Le gouvernement du Québec a beau critiquer Ottawa pour son manque de rigueur dans la gestion des risques dans le transport ferroviaire à la suite de la tragédie de Lac-Mégantic, lui-même empêche ses fonctionnaires d’exiger des analyses de risques et des plans d’urgence industriels pour les projets qui ne sont pas assujettis aux évaluations environnementales, et ce, depuis plus de dix ans.

Dans une note d’instruction que le ministère du Développement durable, de l’Environnement et des Parcs a envoyée à ses directions régionales en 2001, il est clairement indiqué que « lorsqu’un promoteur demande un certificat d’autorisation en vertu de l’article 22 de la Loi sur l’Environnement relativement à une activité qui n’est pas balisée par un règlement spécifique, le Ministère ne doit pas exiger le dépôt d’un plan d’urgence ni d’une analyse de risque d’accidents technologiques comme condition d’obtention du certificat d’autorisation ».

Le minimum

Dans le cas où un projet est soumis à un règlement qui exige un plan d’urgence, le ministère impose à ses directions régionales d’exiger le « minimum » aux promoteurs, indique le document dont Le Devoir a obtenu copie.

La très grande majorité des projets qui voient le jour au Québec passent par le ministère de l’Environnement qui doit délivrer des certificats d’autorisation leur permettant de voir le jour. Les plus gros sont examinés par le Bureau d’audiences publiques sur l’environnement (BAPE), qui demande de façon systématique des analyses de risques et des plans d’urgence. Certains secteurs industriels, comme l’entreposage de pneus, les pâtes et papiers et la destruction de déchets biomédicaux, sont par ailleurs soumis à des règlements spécifiques. Mais pour la très grande majorité des secteurs, il n’y a aucune réglementation pour exiger de tels documents.

Conflit entre l’Environnement et la Sécurité publique

Jusqu’en 2001, les fonctionnaires du ministère de l’Environnement pouvaient exiger, en vertu de la Loi sur l’Environnement, des analyses de risques et des plans d’urgence pour juger de l’acceptabilité d’un projet. Selon nos sources, le ministère s’apprêtait à renforcer ces mesures et avait même fait rédiger des guides visant à encadrer les entreprises dans la rédaction de leurs analyses de risques et de plans d’urgence adéquats.
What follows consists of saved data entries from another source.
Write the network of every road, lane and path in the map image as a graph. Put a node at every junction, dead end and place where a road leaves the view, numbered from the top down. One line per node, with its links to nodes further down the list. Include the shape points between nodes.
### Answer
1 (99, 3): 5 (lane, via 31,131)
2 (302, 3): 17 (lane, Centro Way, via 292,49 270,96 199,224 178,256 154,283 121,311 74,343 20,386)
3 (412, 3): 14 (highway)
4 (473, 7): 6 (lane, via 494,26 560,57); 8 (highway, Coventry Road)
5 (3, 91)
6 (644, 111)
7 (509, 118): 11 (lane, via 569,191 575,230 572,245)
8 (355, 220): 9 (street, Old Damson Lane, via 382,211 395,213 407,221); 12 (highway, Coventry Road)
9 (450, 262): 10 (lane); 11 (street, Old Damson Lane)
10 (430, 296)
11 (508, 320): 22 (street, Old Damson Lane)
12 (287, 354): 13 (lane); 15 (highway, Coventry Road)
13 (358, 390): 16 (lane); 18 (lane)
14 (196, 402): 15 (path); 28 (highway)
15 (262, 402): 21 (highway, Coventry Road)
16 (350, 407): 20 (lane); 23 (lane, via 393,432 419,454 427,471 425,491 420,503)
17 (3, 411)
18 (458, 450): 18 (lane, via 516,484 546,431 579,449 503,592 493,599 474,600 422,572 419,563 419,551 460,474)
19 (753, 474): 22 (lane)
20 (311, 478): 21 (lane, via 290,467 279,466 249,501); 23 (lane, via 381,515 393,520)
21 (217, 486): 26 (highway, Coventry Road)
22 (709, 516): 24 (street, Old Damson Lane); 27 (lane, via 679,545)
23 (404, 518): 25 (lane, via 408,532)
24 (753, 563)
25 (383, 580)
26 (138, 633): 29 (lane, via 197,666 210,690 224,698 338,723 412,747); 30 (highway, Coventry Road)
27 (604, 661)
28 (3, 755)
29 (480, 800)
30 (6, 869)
Or, « ça brassait pas mal » entre le ministère de l’Environnement et celui de la Sécurité publique, qui s’apprêtait à l’époque à adopter la Loi sur la sécurité civile, raconte une source proche du dossier. La Sécurité publique aurait « tassé tout le monde » et décidé de prendre le dossier en main. D’autres soutiennent que la Sécurité publique a refusé de financer l’Environnement pour faire appliquer ces mesures et que c’est par frustration que l’Environnement a décidé de se désengager complètement du processus. À l’interne, plusieurs se sont opposés, mais la décision était prise en haut lieu.
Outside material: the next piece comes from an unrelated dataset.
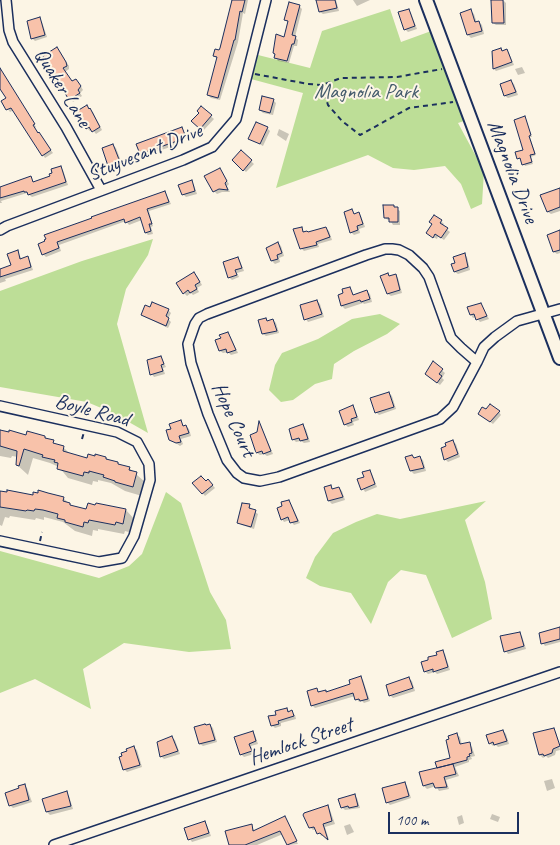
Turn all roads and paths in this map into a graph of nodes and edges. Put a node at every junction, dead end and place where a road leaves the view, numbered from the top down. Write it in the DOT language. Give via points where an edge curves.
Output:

Quoi qu’il en soit, la loi sur la Sécurité civile a été adoptée, mais les articles 8 à 41, qui portent sur les risques industriels et qui obligent notamment les « générateurs de risques », dont les compagnies ferroviaires, à transmettre toutes les informations pertinentes aux municipalités concernées, n’ont jamais été mis en oeuvre, faute d’un premier règlement d’application, comme le rapportait Le Devoir plus tôt cet été. Ainsi, la directive du ministère de l’Environnement de ne pas exiger d’analyses de risques et de plans d’urgence, qui devait être une « position intérimaire » permettant d’arrimer les positions ministérielles sur les risques technologiques, a toujours cours, 12 ans plus tard.
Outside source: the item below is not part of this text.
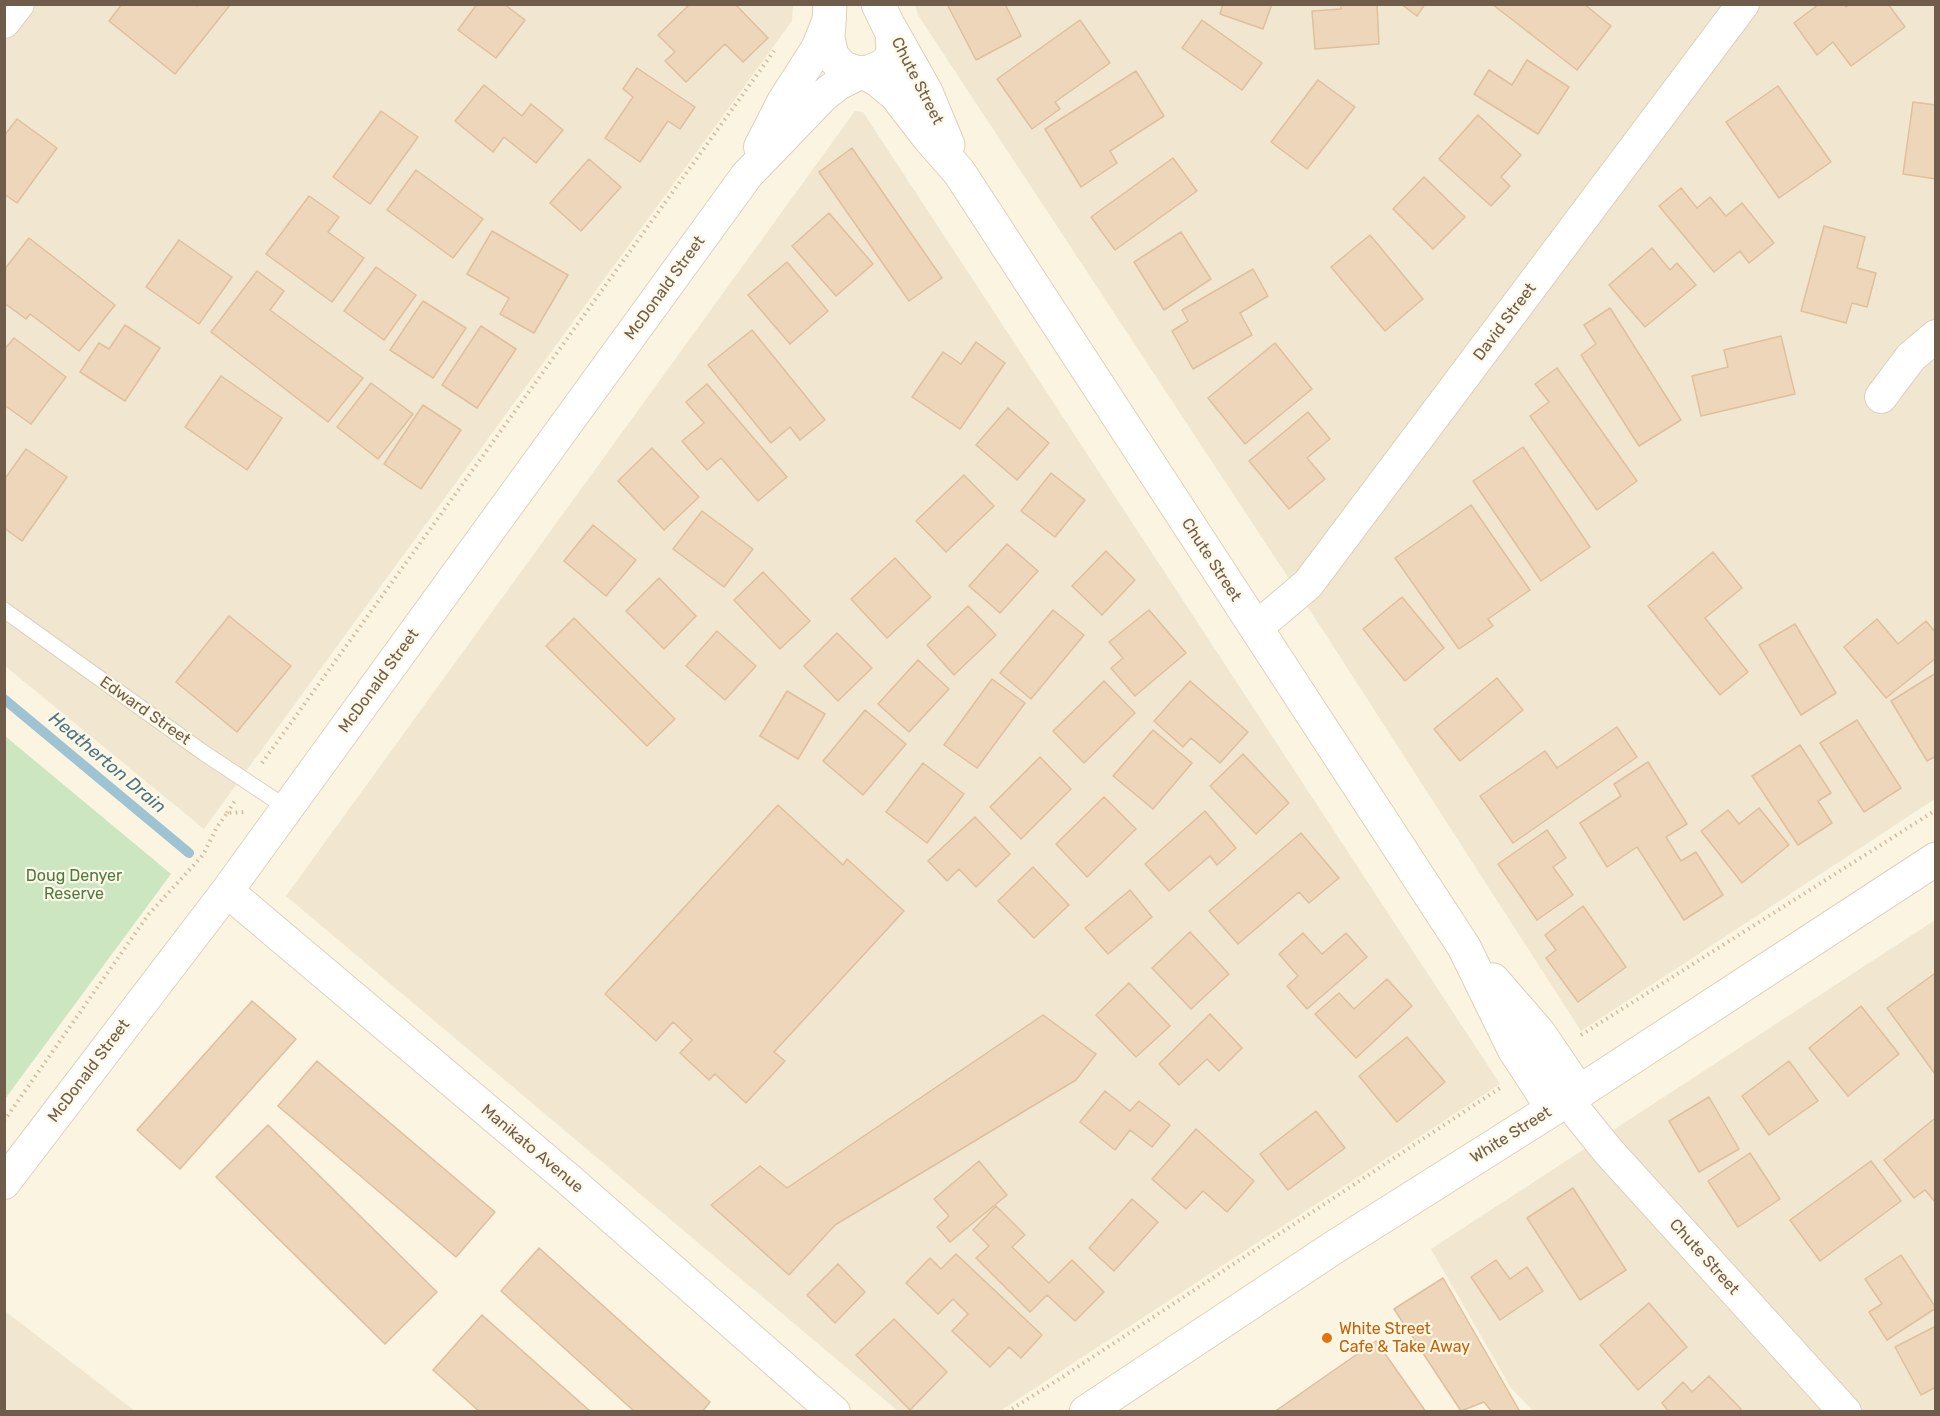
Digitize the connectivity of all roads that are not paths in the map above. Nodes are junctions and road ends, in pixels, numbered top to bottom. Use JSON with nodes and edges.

Joint par Le Devoir à New York, le ministre de l’Environnement de l’époque, André Boisclair, affirme n’avoir aucun souvenir de cette directive. « Aucune idée, ça fait douze ans, je ne pourrais pas justifier le contexte », s’est contenté de répondre le délégué général du Québec à New York. Au ministère de l’Environnement, on a laissé le dossier traîner pendant plus de deux semaines sans répondre aux questions du Devoir.

Une situation « extrêmement préoccupante »

En novembre dernier, Jean-Paul Lacoursière, professeur associé au Département de génie chimique à l’Université de Sherbrooke et expert en gestion de risque, a envoyé une lettre à la première ministre, Pauline Marois, de même qu’à son ministre de l’Environnement du moment, Daniel Breton, pour les informer de cette situation qu’il jugeait critique. « J’ai été étonné et très déçu du gouvernement du Québec qui, volontairement, instruisait ses fonctionnaires de ne pas s’assurer que les mesures pour assurer la sécurité de ses citoyens soient prises. […] Cette situation est extrêmement préoccupante puisqu’elle ne permet pas au Ministère de prendre connaissance de l’ensemble des risques et de requérir les mesures de prévention et d’intervention nécessaires. »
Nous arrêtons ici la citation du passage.